Sobota, 30 listopada 2024

imieniny: Andrzeja, Justyny, Konstantego

RSS

Kopciuchy do lamusa. Prawnik odpowiada na pytania o uchwałę antysmogową

27.03.2021 07:00 | 53 komentarze | ma.w

Stowarzyszenie Zielony Racibórz urządziło we współpracy z fundacją z Krakowa webinar (internetowe spotkanie) z radcą prawnym Miłoszem Jakubowskim, specjalizującym się w tematyce walki ze smogiem. Prawnik z fundacji Frank Bold omówił zapisy śląskiej uchwały antysmogowej (wchodzi w życie z początkiem nowego roku, ma na celu wyeliminowanie tzw. kopciuchów, najstarszych pieców na węgiel). Odpowiedział również na pytania zadane przez uczestników. Prezentujemy je poniżej.
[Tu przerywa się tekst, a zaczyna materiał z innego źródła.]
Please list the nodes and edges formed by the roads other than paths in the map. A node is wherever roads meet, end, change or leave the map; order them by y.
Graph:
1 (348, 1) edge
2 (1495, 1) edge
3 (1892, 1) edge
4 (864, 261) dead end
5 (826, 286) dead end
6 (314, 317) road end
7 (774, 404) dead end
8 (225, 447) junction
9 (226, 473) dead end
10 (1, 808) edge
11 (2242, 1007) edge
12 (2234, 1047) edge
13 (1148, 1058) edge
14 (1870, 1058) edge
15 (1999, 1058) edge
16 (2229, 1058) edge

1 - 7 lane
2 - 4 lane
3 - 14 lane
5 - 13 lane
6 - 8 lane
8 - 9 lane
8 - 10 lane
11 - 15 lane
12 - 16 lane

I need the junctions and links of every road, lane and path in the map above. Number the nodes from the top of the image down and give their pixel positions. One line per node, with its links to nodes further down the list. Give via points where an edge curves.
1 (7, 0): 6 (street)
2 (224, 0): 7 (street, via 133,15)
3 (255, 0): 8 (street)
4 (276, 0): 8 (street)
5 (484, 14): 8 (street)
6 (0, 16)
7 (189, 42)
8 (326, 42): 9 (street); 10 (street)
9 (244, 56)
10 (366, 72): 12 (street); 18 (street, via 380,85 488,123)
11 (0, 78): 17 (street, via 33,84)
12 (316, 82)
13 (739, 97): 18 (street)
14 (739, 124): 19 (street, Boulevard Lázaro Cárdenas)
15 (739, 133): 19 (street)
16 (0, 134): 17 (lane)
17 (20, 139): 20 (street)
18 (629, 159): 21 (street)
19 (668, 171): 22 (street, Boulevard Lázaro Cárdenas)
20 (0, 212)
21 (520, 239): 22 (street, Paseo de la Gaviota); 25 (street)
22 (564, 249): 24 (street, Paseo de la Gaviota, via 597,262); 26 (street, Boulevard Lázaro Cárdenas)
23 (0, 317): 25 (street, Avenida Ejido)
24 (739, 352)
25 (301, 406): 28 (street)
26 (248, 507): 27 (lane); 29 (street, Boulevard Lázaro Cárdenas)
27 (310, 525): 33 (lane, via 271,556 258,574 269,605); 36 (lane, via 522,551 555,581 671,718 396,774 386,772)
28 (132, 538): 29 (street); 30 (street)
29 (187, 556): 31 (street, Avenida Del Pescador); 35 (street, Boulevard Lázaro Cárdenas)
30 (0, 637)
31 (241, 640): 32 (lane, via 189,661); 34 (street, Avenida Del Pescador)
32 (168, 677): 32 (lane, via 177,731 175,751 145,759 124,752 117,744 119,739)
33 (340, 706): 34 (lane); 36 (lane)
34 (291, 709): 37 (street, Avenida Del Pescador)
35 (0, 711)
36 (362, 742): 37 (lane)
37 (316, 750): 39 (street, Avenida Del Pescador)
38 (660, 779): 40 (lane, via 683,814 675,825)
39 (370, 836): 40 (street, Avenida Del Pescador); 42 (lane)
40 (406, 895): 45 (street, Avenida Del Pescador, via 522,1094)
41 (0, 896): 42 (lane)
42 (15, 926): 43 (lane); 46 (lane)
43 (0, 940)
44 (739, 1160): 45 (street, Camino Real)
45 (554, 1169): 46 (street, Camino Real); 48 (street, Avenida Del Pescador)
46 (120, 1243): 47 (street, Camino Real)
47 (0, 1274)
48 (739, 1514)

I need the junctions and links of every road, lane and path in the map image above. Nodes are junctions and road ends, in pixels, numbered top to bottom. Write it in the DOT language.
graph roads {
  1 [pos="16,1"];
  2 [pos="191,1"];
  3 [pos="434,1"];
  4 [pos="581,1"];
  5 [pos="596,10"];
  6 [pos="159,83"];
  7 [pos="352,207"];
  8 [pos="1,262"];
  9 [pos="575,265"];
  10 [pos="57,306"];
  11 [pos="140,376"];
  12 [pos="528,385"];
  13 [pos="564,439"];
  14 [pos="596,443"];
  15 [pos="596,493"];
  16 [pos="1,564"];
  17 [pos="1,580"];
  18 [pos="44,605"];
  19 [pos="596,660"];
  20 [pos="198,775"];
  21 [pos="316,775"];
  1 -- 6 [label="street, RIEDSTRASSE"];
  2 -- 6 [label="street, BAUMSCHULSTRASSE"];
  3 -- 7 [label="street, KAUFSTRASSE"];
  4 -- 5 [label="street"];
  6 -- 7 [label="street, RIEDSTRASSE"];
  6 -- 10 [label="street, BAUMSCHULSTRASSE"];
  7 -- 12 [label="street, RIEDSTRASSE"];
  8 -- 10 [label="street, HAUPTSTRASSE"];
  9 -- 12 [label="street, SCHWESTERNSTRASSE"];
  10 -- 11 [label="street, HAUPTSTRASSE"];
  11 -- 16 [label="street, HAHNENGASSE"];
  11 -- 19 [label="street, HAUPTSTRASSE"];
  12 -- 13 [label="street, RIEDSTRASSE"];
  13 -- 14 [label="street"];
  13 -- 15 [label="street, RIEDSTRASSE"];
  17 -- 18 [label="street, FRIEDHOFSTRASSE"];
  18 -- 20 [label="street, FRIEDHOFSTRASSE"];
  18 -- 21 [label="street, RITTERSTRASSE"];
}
Kopciuchy do lamusa. Prawnik odpowiada na pytania o uchwałę antysmogową
Informacji na temat uchwały antysmugowej udzielił mec. Miłosz Jakubowski.
Wiesz coś więcej na ten temat? Napisz do nas

– Jakimi dokumentami powinien dysponować właściciel pieca bezklasowego, w wieku poniżej 10 lat, podczas kontroli dokonywanej przez strażników miejskich/gminnych czy urzędników?

– Uchwała antysmogowa nie wymienia takich dokumentów wprost, ale w pierwszym etapie likwidacji źródeł ciepła – bezklasowych kotłów w wieku powyżej 10 lat i nie posiadających tabliczki znamionowej – w przypadku innych decydować będzie data produkcji takiego urządzenia. Umieszczona na piecu tabliczka znamionowa zawiera te dane i na tej podstawie będzie określany wiek kotła. To ułatwi kontrolę.

– Jak mają się przygotować na takie kontrole posiadacze kotłów na węgiel tzw. 3 lub 4 klasy?

– To na właścicielu takiego kotła spoczywa ciężar udowodnienia, że jest to właśnie taki kocioł. Na jego tabliczce znamionowej powinna być informacja o klasie kotła. Ponadto dobrze jest posiadać dokumentację techniczną takiego kotła.

– Czy piec bezklasowy, węglowy będzie trzeba odinstalować po wejściu w życie nowych przepisów?

– Można mieć go podłączonego, ale nie wolno eksploatować. To łatwo sprawdzić czy kocioł jest eksploatowany. Wystarczy „złapać” użytkownika na gorącym uczynku, ale są też obecnie takie metody, że nie trzeba wchodzić do kotłowni. W Krakowie, gdzie obowiązuje już całkowity zakaz spalania paliw stałych, straż miejska stosuje kamery termowizyjne. Wie dzięki temu – po temperaturze komina budynku, czy wydostaje się tamtędy para wodna związana ze spalaniem gazu, czy są tam spalane paliwa stałe. W lokalizowaniu źródeł ciepła pomoże wkrótce centralna ewidencja emisyjności, gdzie nie tylko mieszkańcy będą musieli deklarować jakiego pieca używają, ale dane będą także gromadzili kominiarze kontrolujący instalacje.

– Co z samorządem, który w styczniu 2022 roku nadal nie będzie miał wymienionych w swoich zasobach starych, węglowych systemów grzewczych? W takiej sytuacji jest np. Racibórz, gdzie w kamienicach komunalnych są setki „kafloków”.

– To jeden z problemów związanych z nowymi przepisami. Właścicielem mieszkań komunalnych jest Gmina i to jest podmiot popełniający wykroczenie. Uchwała antysmogowa zabrania eksploatacji takich pieców. Jeśli chodzi o budynki użyteczności publicznej (np. biblioteka czy urząd) to odpowiedzialnym jest kierownik urzędu. Tam gdzie ktoś mieszka, chodzi o taką osobę palącą w starym piecu, którego nie jest właścicielem, bo tylko najemcą lokalu i sama nie może go wymienić, to trzeba stwierdzić winę w przypisaniu wykroczenia. To będzie dotyczyć właściciela – Gminy. Przecież nie można farelką dogrzewać całą zimę takiego mieszkania. Dlatego będą problemy. Gmina będzie naruszać uchwałę antysmogową, a to jest podstawowe działanie naprawcze. Za to grozi kara nakładana przez Wojewódzki Inspektorat Ochrony Środowiska. Takie sytuacje będą i nie ma jednoznacznej odpowiedzi. Co ważne, najemca lokalu mieszkalnego należącego do Gminy może domagać się od niej, na drodze sądowej, żeby właściciel wymienił system ogrzewania.